According to Sivagami Subbaraman, director of Georgetown’s LGBTQ Resource Center, this divide is one that many gay students navigate. While some must entirely separate their two lives, it’s more common for them to be out in varying degrees at home and at school.
“[Coming out] is not static — it’s a dynamic process,” Subbaraman explained. “It’s something you have to do in each new community.”
Soto, for example, began coming out to friends at home while he was at community college in Miami; that was also around the time he came out to his mother. While all his friends both at home and at school know that he is gay, his mom asked him not to tell the rest of his family, and the two haven’t spoken about it since.
“As much as I know my family loves me, I don’t know who’s going to not be OK with it as much, which sounds awful.”
Recent alum Allie Villarreal (COL ’12), who identifies as pansexual, or attracted to people of all gender identities and biological sexes, kept her orientation hidden from her parents for similar reasons. Villarreal helped organize her high school’s participation in the National Day of Silence, an annual event in which students take a vow of silence in order to protest harassment of LGBTQ students, when she was in high school. After she registered for the event, a packet of materials for distribution was sent to her house.
“When we got the package, my mom had opened it, and I came home for like a long weekend or something, and she was just like, ‘What is this? What does this mean?’” Villarreal said. “The only thing I could think of to say was, ‘I like boys, mom.’ And then her response was, ‘Oh, thank goodness; your dad was freaking out.’ That was really hard for me to hear.”

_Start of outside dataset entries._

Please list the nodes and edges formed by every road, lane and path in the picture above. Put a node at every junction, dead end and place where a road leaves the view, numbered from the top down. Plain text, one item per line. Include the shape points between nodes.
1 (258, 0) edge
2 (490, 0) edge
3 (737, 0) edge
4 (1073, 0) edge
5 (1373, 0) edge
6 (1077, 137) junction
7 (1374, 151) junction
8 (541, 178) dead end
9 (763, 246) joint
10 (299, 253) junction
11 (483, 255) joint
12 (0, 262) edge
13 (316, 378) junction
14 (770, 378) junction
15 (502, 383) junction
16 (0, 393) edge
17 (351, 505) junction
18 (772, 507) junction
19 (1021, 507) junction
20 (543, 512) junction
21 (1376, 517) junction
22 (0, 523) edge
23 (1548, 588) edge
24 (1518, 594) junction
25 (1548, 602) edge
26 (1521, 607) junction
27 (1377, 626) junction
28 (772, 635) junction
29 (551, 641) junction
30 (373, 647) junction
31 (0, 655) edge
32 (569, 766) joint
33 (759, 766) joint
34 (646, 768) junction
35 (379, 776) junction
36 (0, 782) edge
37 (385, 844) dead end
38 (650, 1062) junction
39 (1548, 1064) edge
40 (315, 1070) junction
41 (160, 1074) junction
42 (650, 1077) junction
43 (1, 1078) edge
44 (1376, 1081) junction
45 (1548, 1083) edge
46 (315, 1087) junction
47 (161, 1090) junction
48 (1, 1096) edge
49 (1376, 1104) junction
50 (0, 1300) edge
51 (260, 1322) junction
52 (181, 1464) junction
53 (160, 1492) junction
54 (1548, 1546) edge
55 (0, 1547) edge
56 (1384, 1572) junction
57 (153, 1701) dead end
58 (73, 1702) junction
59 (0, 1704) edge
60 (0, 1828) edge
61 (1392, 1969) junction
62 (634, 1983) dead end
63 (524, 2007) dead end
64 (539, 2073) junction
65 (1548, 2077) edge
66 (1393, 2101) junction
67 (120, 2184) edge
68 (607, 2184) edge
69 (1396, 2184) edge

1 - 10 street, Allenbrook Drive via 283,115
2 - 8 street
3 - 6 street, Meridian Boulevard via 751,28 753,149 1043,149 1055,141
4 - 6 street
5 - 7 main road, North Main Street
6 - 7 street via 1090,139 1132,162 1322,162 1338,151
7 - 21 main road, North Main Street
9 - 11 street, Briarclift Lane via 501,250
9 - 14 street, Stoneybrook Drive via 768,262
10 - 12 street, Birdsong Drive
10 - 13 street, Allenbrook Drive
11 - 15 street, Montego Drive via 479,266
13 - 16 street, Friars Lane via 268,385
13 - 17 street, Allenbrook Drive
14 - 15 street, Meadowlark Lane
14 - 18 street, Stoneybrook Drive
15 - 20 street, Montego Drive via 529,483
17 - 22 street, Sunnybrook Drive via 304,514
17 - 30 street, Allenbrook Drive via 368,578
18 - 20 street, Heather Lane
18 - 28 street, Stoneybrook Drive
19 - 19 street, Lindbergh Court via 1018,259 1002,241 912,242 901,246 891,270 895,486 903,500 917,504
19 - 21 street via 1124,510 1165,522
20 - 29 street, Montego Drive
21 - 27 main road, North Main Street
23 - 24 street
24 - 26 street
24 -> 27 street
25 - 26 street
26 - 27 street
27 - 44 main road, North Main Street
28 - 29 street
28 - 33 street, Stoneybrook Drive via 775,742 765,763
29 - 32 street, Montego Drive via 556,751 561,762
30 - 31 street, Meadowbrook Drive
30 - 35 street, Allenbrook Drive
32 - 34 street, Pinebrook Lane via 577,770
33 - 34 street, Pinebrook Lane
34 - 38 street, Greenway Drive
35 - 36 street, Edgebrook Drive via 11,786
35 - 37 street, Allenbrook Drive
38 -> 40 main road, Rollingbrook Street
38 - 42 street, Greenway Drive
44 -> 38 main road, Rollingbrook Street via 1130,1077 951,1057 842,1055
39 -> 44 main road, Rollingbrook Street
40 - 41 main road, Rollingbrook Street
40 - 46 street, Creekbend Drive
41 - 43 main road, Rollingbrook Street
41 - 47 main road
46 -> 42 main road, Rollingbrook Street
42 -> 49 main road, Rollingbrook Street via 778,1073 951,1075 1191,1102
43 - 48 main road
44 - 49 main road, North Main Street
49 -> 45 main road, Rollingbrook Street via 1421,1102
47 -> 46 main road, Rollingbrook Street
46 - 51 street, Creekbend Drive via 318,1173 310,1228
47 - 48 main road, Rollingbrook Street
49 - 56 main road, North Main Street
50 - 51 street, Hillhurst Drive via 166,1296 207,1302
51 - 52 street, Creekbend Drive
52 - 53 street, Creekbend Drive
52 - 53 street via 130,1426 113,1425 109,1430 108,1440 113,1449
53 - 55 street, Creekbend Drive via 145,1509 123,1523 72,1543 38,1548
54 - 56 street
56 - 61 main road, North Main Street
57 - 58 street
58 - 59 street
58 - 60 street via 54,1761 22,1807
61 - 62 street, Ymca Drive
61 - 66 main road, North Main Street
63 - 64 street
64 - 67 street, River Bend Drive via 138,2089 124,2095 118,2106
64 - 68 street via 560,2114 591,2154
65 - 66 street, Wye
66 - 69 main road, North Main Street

Although Villarreal was out to friends, she didn’t want to bring up her orientation with her parents after that experience.
Once she got to college, though, Villarreal became an active part of Georgetown’s LGBTQ community.
“I definitely came here being like, ‘Okay, show me where the gay pride group is.’ I was ready to go,” she said. “I got involved right away.”
Chris Lambert (SFS ’13), who didn’t come out to his hometown in upstate New York before coming to Georgetown, also looked forward to the freedom of college.
“At that point in my life, my M.O. was just ‘get out of small town America,’” he said.
According to Meghan Ferguson (COL ’15), president of GU Pride, the visibility provided by her organization and the university’s LGBTQ Resource Center is critical to supporting students who arrive at college ready to come out. Ferguson, who was out in high school, said she still enjoyed the choices college offered.
“I very much looked forward to being able to set my own terms,” she said.
Subbaraman reiterated the importance of the LGBTQ Resource Center, which was the first of its kind at a Catholic college. Now approaching its fifth anniversary, the center is still one of a few and is unique in that it is fully funded by the university. Less than a decade ago, Subbaraman said, gay students at Georgetown tended to keep their sexuality hidden both at home and at school.
Richardson decided to come out after his experiences with the First Year Orientation to Community Involvement program. Starting with a small group of people, Richardson eventually decided to come out to the entire group of FOCI participants that year.
“It was freeing, in a way, but it was also nerve wracking because I never know how people are going to react.”
For others, though, it takes longer to come to the decision. One recent graduate, who asked to remain anonymous, didn’t come out to any of his friends until the end of his freshman year at Georgetown because he wasn’t sure how they would take it. At the time, he was only out to three people in his hometown near Milwaukee.
“I still wanted to feel it out,” he said. “I wanted them to know me first, not put this wall up.”
Once out, the alum said he got nothing but support from the Georgetown community. The contrast, however, made it hard to go back home.
“All of a sudden you’re liberated, and there are people who know the real you. … I resented home and my parents and people there.”